Now, a little bit of history (already!) on the recent 'class cluster' discussion, viewed from my point of view:
* It was triggered on my side by the feeling that the current code was getting a bit schizophrenic. It currently allows to instantiate viw BCSequenceFactory a weakly-typed object that will respond to the methods in BCSequence.h (at least from the compiler point of view). If this list of methods is very restrictive (only methods relevant to all types, no -complement, no -hydrophobicity,...), then you get a quite useless object. If this list of methods is large, then you have a problem: due to inheritance, the compiler will assume all the suclasses can respond to the messages; now the subclasses are useless, the compiler think they can respond to anything (hence no compiler warnings)
* then I (somewhat stupidely) assumed that the latter case was the one favored by the current design, ie a one-for-all class; this is when I thought of the class cluster being a better design in this context; I still think it is for such a one-for-all class, because the sequence tyes are still different enough that they deserve their own class;
* at the same time, to please some (yet virtual) users willing to stick to strong typing, I came up with the idea of an additional set of placeholder classes with resticted sets of methods in their headers; in the context of a class cluster, other ideas are possible; and actually, these ideas may apply to the current design too; i was thinking this could be added later anyway to please these yet non-existing users;
* then I realized yesterday that such users actually existed, and I even could see their point; so now my opinion is that we should indeed give BOTH options to the user, which will please all of us (see above why)

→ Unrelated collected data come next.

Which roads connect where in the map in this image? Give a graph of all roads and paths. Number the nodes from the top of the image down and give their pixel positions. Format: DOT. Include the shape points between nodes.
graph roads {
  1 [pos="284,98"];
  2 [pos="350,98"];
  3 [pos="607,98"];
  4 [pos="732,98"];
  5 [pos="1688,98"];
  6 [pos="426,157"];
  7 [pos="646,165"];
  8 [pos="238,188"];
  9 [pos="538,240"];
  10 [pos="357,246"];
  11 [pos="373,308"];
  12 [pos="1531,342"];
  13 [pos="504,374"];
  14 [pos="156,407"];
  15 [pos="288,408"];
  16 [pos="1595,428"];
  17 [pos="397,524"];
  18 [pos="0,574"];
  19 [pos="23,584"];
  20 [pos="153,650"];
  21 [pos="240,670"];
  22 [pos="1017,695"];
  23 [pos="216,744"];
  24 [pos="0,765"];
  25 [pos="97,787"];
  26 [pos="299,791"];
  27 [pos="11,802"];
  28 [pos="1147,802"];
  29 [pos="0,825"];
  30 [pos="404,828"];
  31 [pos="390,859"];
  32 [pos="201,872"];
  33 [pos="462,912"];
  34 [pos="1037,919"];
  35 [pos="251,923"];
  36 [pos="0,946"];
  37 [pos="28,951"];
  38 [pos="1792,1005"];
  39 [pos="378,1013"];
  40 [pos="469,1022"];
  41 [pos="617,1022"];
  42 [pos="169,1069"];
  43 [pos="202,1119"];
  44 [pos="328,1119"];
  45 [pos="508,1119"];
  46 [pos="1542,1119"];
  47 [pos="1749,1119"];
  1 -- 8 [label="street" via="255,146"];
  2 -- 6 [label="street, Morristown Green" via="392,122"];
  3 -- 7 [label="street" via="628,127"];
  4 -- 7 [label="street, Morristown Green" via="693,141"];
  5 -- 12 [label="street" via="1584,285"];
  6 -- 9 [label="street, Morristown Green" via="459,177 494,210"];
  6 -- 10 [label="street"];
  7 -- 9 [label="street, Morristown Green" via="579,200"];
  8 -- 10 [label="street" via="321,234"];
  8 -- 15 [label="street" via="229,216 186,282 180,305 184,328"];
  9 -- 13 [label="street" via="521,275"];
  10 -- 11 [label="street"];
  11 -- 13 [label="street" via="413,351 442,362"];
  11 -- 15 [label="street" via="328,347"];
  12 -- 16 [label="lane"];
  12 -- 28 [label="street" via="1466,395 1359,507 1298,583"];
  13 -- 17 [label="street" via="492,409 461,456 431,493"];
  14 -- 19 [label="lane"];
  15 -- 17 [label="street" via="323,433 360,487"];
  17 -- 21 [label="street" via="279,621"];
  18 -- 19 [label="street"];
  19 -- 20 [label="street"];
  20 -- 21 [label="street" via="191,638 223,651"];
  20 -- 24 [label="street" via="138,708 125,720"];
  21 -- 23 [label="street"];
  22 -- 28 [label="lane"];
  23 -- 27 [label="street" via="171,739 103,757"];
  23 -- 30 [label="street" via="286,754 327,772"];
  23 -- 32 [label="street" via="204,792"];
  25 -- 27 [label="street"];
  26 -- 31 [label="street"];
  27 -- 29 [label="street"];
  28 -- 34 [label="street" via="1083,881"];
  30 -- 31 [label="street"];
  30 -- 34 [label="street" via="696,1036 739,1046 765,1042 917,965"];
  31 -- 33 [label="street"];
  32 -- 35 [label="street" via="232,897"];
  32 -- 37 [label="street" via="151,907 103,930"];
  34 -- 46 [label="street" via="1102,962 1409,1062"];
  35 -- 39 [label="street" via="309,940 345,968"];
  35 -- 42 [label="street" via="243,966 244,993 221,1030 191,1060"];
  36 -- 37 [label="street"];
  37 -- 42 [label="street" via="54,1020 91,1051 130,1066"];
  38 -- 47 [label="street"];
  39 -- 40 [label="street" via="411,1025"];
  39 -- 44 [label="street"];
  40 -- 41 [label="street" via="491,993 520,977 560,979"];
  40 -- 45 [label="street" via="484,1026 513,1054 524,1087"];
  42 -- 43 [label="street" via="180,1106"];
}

Going back one step, forgetting the class cluster idea for a minute, looking at the current design, and trying to think of what could be done to achieve this, a new idea came up, which looks very simple, easy to grasp for the developer and the user, and with minimal code duplication. Well, OK, maybe I exagerate a bit, I should let you decide by yourselves how good it is, and what pitfalls I am missing or subconciously hiding.

Here it is.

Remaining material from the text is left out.